A call into the distance: How quality review can change a rural cancer patient’s outcome

A case history featuring a nonsurgical department quality review and its effect on a rural surgical patient is outlined, as are rural cancer care challenges with regard to providing timely diagnosis and treatment.

Mary O. Aaland, MD, FACS, Karen W. Luk, MD

July 21, 2020

HIGHLIGHTS

  • Describes a case history in which a nonsurgical department quality review led to a better outcome
  • Identifies cancer care challenges for providing timely diagnosis and treatment
  • Discusses the importance of continuity of care and effective communication strategies for rural cancer patients

For more than 100 years, the American College of Surgeons (ACS) has led national and international initiatives to improve quality in hospitals, specifically in the fields of trauma, cancer, and surgical care. The ACS was the forebear of what is now The Joint Commission and continues to develop quality standards for cancer, trauma, metabolic and bariatric, and geriatric patient care.

The ACS soon will launch a standards program to ensure surgical care facilities are in compliance with the guidelines outlined in Optimal Resources for Surgical Quality and Safety (also known as the Red Book) and for rural hospitals, as noted in an article in the April issue of the Bulletin.* The execution of these programs and their impact on surgical patients often is underappreciated. The following case history features a nonsurgical department quality review and its effect on a rural surgical patient.

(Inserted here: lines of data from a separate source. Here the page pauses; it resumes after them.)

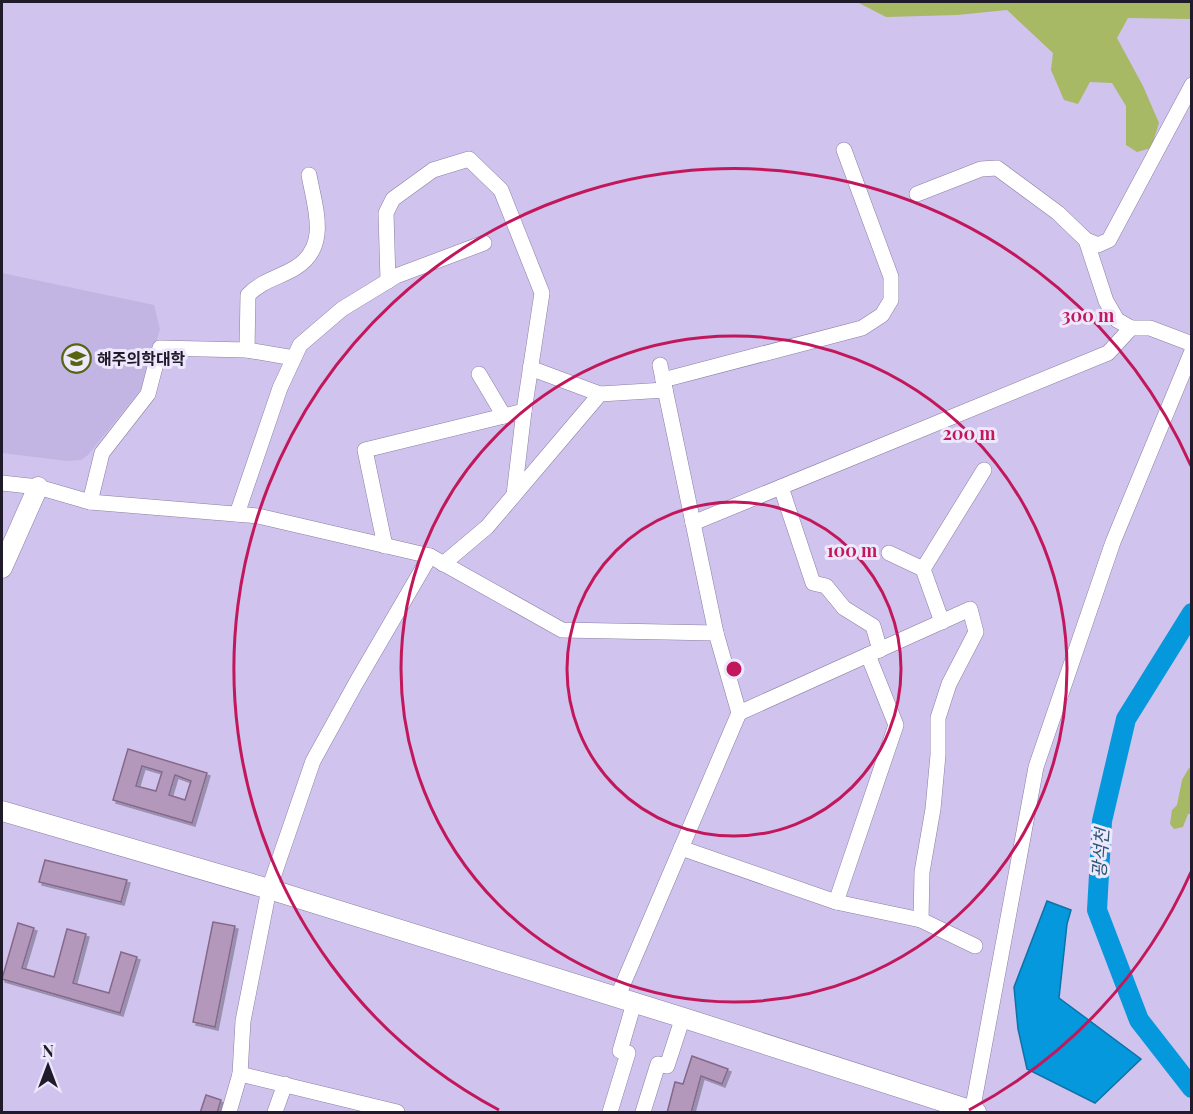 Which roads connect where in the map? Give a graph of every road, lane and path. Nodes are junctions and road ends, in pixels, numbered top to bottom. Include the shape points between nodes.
1 (1191, 85) edge
2 (844, 150) dead end
3 (309, 175) dead end
4 (917, 194) dead end
5 (1086, 240) junction
6 (484, 243) dead end
7 (388, 281) junction
8 (1131, 328) junction
9 (1191, 344) edge
10 (247, 350) junction
11 (1191, 351) edge
12 (294, 358) junction
13 (530, 368) junction
14 (479, 374) dead end
15 (663, 378) junction
16 (600, 394) junction
17 (524, 411) junction
18 (504, 416) junction
19 (984, 470) dead end
20 (2, 483) edge
21 (38, 487) junction
22 (781, 488) junction
23 (514, 495) junction
24 (90, 502) junction
25 (237, 514) junction
26 (693, 523) junction
27 (385, 546) junction
28 (889, 553) dead end
29 (436, 560) junction
30 (2, 567) edge
31 (923, 569) junction
32 (942, 622) junction
33 (716, 633) junction
34 (874, 652) junction
35 (739, 713) junction
36 (2, 811) edge
37 (681, 848) junction
38 (269, 889) junction
39 (836, 902) junction
40 (921, 920) junction
41 (975, 946) dead end
42 (626, 1001) junction
43 (683, 1017) junction
44 (240, 1074) junction
45 (285, 1084) junction
46 (973, 1112) edge
47 (229, 1113) edge
48 (275, 1113) edge
49 (397, 1113) edge
50 (610, 1113) edge
51 (643, 1113) edge

1 - 5 street via 1109,240 1098,245
2 - 15 street via 891,277 891,300 882,315 862,328
3 - 10 street via 318,239 311,255 296,267 258,284 248,295
4 - 5 street via 981,170 997,168 1058,213
5 - 8 street via 1106,302 1117,320
6 - 7 street
7 - 12 street via 342,309 300,345
7 - 13 street via 386,213 393,199 433,170 470,159 501,190 542,293
8 - 9 street via 1150,328
8 - 22 street via 1108,353
10 - 12 street
10 - 24 street via 160,348 148,394 102,453
11 - 46 street via 1113,542 1036,767
12 - 25 street
13 - 16 street
13 - 17 street
14 - 18 street
15 - 16 street
15 - 26 street
16 - 23 street
17 - 18 street
17 - 23 street
18 - 27 street via 365,450
19 - 31 street
20 - 21 street
21 - 24 street
21 - 30 main road
22 - 26 street
22 - 34 street via 813,583 826,586 844,608 873,626
23 - 29 street via 487,527
24 - 25 street
25 - 27 street
26 - 33 street
27 - 29 street
28 - 31 street
29 - 33 street via 562,630
29 - 38 street via 323,740
31 - 32 street
32 - 34 street
32 - 40 street via 970,609 976,632 949,684 938,718 938,755 922,872
33 - 35 street
34 - 35 street
34 - 39 street via 896,725
35 - 37 street
36 - 38 main road
37 - 39 street
37 - 42 street
38 - 42 main road
38 - 44 street via 243,1021
39 - 40 street
40 - 41 street
42 - 43 main road
42 - 50 street via 620,1051 628,1053
43 - 46 main road
43 - 51 street via 667,1066 658,1064
44 - 45 street
44 - 47 street
45 - 48 street
45 - 49 street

A patient in rural North Dakota was diagnosed with diffuse helicobacter (H.) pylori-negative gastric mucosa-associated lymphoid tissue (MALT) lymphoma after diagnostic upper endoscopy in a critical access hospital (CAH). Three weeks after initial treatment decisions were made, an internal quality review—performed by the referring tertiary center’s pathology department—uncovered a discrepancy that drastically altered this patient’s clinical outcome.

Case history

In a town of approximately 1,000 people, an 81-year-old male presented to the local monthly general surgery clinic with complaints of a one-year history of vague epigastric pain and sore throat without weight loss, appetite change, fever, or chills. He was otherwise in good physical health, working full time in his welding shop, which involved lifting up to 80 pounds and pushing objects greater than 130 pounds.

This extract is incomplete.